Preparing for our upcoming Fall retreat in Maine, this word “oblique” keeps coming up for me… and let me quickly add that it is NOT about getting back to the gym, fall resolutions and all, and working on protruding parts of your body.
No, “oblique” came up as a poetic reference to the light this time of year; a friend commented on the beauty of the fall light, its way of focusing on things obliquely. The different slant… not summer’s full-on basking of sun… something subtler, quieter, less direct but at the same time clearly announcing a new season, both inner and outer.
I got to thinking about retreats and realized one reason I love them so much is that they give people, myself included, time to listen around the edges of our lives… to hear the “obliques” that may be tugging at our sleeves.
The dictionary elaborates: “Oblique is an adjective that means indirect or departing from the accepted or proper way…” Ah… even better!
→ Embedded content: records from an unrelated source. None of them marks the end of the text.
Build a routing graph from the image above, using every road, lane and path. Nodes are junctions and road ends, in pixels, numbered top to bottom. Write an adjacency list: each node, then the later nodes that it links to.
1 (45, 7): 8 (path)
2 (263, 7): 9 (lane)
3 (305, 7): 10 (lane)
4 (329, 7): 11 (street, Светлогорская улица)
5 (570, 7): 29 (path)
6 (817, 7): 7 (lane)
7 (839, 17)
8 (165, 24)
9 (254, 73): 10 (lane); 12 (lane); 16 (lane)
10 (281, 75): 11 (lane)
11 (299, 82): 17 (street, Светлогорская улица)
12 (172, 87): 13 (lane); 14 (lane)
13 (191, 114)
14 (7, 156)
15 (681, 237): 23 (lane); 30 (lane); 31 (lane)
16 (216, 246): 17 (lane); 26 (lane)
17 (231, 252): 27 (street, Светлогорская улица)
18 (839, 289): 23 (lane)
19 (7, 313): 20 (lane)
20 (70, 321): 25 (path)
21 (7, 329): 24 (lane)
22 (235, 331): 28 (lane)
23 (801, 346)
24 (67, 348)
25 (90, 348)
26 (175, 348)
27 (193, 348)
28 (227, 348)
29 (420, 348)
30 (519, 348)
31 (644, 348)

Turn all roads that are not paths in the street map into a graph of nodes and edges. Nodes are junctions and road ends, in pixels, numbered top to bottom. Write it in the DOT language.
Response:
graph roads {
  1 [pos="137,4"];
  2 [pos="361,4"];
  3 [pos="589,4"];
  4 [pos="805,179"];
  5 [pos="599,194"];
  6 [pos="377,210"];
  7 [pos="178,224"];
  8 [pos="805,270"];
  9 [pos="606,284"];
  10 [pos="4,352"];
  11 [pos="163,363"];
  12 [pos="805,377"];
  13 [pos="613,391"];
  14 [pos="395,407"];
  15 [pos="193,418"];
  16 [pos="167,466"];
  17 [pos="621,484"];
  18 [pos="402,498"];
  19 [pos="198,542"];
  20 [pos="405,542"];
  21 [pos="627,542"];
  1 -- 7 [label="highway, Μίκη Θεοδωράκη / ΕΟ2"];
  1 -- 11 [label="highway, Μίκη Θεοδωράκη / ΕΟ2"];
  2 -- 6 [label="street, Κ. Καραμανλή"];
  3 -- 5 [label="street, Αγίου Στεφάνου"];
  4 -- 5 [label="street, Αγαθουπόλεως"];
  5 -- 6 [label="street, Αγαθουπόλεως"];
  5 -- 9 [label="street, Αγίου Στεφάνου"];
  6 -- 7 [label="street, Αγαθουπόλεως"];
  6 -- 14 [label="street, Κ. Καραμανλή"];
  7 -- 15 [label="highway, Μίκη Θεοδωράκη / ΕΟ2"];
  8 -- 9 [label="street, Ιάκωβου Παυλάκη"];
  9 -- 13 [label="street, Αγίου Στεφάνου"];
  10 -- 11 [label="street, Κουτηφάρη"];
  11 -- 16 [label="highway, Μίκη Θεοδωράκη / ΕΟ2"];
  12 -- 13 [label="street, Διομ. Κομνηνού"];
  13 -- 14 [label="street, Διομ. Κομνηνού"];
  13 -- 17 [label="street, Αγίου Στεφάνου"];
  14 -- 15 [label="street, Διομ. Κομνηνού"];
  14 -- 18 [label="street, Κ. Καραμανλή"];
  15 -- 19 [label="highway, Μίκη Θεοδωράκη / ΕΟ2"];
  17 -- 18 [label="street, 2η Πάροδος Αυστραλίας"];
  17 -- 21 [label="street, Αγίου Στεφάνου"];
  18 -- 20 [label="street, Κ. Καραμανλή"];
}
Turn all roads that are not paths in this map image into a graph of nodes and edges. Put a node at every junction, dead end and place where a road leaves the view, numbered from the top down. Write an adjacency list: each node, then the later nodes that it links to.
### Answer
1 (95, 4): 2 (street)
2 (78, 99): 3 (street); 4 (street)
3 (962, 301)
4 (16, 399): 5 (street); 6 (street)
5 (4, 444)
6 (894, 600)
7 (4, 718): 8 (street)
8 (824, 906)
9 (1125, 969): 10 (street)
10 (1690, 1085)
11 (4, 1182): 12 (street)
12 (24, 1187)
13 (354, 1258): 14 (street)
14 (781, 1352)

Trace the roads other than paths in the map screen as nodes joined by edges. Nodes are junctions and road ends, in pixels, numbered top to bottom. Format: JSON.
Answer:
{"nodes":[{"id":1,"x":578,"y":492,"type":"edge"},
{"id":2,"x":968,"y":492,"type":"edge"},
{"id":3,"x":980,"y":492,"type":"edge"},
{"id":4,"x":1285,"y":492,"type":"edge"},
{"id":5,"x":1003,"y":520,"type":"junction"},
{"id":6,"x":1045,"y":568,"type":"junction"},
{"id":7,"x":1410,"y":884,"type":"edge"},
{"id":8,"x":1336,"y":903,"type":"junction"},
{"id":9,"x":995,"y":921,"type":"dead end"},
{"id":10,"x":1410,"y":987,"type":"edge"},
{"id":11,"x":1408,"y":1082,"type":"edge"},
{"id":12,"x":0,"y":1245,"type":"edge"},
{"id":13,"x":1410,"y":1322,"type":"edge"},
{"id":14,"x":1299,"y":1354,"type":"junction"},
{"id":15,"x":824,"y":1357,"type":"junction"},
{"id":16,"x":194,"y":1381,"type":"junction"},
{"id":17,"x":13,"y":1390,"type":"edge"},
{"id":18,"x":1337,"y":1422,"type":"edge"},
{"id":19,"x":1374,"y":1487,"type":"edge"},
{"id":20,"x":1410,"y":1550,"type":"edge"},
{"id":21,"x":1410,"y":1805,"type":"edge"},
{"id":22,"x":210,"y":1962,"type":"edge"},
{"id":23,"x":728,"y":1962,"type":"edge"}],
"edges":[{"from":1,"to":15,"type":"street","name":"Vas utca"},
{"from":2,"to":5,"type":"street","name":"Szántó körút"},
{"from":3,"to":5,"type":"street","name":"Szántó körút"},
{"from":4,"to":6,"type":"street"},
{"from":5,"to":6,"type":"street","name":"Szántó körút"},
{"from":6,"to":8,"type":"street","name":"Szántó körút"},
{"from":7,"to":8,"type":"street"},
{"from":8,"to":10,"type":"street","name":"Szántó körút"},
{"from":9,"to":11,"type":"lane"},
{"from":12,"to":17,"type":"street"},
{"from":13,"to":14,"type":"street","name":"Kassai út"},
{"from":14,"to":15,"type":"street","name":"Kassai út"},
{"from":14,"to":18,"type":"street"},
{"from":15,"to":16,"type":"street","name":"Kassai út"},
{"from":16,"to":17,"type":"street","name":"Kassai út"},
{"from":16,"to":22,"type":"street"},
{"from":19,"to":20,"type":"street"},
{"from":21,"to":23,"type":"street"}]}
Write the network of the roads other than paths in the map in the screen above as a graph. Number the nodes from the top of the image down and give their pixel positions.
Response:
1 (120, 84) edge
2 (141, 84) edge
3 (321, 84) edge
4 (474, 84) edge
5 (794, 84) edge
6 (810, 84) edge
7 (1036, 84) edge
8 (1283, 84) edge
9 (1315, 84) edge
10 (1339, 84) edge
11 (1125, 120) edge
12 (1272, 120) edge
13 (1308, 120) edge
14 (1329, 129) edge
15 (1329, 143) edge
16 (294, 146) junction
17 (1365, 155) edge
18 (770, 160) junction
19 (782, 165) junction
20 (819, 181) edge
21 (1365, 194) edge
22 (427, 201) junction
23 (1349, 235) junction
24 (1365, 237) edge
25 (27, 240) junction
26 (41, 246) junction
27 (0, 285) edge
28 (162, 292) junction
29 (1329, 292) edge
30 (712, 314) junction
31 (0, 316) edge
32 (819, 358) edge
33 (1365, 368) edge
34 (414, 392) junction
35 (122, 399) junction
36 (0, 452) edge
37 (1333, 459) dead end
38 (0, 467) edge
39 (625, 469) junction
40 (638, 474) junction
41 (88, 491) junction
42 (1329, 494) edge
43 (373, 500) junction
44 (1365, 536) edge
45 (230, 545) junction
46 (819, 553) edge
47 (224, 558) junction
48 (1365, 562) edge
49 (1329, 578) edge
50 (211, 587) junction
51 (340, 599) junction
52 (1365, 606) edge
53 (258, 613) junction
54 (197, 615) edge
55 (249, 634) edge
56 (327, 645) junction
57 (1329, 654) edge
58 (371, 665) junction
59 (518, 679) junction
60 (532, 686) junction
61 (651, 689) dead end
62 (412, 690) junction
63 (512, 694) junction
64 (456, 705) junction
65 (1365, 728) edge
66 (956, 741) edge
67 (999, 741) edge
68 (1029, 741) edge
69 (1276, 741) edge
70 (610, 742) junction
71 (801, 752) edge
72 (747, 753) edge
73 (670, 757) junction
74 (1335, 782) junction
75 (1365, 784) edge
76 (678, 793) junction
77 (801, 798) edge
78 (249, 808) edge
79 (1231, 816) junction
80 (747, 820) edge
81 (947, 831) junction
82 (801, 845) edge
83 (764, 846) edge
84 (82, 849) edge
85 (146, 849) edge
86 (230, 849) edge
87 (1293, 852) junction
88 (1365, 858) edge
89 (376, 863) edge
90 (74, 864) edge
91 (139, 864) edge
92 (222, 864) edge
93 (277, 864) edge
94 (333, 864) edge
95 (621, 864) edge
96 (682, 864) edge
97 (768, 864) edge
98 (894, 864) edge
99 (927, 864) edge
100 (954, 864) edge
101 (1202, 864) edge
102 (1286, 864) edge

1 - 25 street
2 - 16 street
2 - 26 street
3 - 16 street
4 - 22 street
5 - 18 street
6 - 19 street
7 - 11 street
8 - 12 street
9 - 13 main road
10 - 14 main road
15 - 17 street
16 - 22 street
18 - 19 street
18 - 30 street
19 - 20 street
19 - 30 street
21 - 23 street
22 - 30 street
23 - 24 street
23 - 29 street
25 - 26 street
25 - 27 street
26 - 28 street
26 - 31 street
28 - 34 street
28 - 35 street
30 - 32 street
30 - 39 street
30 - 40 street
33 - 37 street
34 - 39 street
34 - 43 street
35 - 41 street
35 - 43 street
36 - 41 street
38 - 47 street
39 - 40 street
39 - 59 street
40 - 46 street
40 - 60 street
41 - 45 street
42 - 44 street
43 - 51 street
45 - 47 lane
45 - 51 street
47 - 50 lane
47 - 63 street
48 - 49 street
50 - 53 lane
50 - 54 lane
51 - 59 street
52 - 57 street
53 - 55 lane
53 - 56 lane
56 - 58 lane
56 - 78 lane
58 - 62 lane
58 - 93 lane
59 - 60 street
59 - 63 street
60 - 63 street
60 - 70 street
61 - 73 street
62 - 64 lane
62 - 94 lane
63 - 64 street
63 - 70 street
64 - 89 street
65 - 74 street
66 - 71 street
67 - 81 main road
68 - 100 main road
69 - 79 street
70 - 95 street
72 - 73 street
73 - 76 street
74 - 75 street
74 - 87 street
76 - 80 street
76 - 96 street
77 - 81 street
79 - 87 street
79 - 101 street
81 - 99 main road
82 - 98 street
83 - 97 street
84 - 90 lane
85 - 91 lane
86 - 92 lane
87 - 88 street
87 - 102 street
Yes, there is something counter-cultural about going on a retreat where the purpose is to slow down, to treat yourself to time and space to listen for what matter most or what is trying to emerge.
These stirrings often come at us from the side, hesitantly, indirectly. It can be hard to catch them. Retreats help us hear and hold them, and by doing that in community with other fellow travelers, we are supported and encouraged.
Emily Dickinson famously wrote about poetry: “Tell the truth, but tell it slant…” Yes… another way of lifting up how much that is bedrock and vital comes from the side.
My hunch is that all of us are being addressed by this fall… messages both direct and oblique; starts and stops; hunches and hopes. A retreat helps us listen and listen well, and to start to move in the direction of what we hear.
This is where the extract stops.